▶ **Work required**
All lines below containing the string "their" are to be copied.
---------------
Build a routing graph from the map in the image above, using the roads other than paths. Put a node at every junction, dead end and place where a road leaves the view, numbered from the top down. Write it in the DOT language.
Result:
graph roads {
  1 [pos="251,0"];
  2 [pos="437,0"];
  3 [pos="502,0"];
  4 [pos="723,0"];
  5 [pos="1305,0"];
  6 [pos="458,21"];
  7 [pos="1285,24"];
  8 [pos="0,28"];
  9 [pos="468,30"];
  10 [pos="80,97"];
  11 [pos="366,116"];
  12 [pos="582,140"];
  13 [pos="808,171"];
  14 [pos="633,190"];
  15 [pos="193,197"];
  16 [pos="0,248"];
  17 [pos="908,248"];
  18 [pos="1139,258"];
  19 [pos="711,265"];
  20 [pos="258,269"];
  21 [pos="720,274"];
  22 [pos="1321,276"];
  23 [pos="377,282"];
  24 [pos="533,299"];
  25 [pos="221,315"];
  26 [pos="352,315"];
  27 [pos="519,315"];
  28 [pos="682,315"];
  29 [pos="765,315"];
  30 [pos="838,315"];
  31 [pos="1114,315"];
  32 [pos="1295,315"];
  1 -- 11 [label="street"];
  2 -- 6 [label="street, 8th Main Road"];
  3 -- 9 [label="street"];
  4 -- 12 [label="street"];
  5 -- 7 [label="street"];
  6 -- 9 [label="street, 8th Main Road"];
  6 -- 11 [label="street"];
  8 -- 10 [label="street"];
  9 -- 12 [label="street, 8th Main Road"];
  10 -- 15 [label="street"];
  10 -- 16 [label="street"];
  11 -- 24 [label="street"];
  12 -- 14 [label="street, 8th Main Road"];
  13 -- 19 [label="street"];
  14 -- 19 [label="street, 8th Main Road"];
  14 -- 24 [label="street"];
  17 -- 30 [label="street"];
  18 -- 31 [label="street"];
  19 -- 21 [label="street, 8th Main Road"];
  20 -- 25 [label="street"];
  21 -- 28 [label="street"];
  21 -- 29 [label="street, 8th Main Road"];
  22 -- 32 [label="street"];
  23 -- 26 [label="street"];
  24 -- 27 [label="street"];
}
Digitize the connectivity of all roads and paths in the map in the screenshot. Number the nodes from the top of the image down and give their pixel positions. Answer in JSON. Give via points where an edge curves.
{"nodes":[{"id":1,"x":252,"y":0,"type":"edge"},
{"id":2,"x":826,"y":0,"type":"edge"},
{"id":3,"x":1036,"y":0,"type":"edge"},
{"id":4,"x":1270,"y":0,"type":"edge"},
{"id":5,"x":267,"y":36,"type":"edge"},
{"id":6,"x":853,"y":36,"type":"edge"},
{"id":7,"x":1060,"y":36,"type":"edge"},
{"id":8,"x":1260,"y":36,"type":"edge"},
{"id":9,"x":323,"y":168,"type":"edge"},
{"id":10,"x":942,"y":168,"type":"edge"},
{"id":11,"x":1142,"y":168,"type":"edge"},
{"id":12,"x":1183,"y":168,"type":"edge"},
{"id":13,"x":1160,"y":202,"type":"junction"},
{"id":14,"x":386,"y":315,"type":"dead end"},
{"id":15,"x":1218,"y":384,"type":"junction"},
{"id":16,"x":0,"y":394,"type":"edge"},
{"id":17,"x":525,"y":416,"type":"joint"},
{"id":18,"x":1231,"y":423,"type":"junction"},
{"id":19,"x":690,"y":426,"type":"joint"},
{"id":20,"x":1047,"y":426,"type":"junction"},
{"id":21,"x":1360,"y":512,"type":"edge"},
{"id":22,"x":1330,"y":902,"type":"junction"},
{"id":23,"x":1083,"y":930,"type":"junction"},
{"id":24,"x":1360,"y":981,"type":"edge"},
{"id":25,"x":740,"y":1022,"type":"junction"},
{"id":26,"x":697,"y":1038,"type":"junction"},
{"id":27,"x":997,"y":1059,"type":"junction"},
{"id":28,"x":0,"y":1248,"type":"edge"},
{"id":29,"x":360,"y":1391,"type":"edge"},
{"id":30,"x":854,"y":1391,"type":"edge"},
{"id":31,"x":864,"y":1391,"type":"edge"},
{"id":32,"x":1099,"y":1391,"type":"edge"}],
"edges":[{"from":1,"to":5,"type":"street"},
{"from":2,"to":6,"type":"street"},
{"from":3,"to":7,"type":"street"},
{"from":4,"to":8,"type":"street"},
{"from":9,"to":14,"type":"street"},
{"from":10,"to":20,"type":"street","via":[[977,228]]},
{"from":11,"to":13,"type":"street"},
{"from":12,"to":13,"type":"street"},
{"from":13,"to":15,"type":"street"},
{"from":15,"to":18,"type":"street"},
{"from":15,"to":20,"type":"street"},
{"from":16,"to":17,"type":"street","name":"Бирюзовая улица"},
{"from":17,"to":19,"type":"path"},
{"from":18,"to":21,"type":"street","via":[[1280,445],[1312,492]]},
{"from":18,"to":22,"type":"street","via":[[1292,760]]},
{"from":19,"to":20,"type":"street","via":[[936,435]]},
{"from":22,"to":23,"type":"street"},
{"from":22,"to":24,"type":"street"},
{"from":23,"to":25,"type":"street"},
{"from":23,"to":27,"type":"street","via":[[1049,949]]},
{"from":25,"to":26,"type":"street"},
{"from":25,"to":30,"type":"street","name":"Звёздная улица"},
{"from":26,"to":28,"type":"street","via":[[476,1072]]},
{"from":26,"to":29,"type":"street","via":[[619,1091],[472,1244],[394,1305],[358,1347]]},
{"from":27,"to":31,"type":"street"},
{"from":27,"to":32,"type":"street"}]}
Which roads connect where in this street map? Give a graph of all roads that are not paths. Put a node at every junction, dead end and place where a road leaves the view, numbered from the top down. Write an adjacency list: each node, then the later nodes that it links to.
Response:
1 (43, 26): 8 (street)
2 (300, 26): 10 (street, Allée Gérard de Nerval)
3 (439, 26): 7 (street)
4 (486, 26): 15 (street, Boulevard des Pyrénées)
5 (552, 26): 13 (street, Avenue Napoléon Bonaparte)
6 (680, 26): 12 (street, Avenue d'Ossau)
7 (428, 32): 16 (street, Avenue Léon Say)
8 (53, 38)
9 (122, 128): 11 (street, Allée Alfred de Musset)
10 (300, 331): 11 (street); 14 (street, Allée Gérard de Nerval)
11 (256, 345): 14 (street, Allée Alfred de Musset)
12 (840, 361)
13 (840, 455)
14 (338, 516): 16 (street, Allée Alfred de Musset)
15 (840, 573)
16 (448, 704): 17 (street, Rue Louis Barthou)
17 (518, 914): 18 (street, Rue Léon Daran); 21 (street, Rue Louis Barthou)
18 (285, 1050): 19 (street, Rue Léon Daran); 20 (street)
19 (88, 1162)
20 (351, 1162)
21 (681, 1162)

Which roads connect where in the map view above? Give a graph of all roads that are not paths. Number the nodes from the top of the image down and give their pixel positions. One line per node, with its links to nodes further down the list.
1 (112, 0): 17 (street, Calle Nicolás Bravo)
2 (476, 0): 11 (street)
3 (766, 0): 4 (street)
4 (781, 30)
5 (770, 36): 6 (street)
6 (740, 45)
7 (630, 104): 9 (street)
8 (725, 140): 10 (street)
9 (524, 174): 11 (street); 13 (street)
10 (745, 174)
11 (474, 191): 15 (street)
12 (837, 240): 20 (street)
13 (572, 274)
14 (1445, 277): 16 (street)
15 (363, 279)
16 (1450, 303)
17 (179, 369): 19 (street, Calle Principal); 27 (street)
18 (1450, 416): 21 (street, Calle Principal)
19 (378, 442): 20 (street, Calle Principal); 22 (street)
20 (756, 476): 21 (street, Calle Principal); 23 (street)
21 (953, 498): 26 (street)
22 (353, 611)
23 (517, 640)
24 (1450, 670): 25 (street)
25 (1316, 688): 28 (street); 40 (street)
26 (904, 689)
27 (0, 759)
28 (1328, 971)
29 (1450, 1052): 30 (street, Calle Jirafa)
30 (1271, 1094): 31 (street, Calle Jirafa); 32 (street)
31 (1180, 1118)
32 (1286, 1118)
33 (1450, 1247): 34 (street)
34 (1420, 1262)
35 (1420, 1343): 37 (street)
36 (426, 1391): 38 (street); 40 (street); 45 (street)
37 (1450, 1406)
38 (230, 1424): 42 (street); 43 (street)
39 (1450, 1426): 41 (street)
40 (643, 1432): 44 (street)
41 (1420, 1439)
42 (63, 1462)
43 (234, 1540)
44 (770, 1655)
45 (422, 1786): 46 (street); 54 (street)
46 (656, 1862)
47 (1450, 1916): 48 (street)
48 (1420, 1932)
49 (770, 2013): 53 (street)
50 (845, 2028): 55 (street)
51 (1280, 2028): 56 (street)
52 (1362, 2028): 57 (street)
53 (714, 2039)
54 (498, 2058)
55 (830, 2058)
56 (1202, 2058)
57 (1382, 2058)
---------------
▶ **Exercise response**
Digitize the connectivity of all roads and paths in the map in the screenshot. Number the nodes from the top of the image down and give their pixel positions. Answer in JSON. Give via points where an edge curves.
Which roads connect where in the map view above? Give a graph of all roads that are not paths. Number the nodes from the top of the image down and give their pixel positions. One line per node, with its links to nodes further down the list.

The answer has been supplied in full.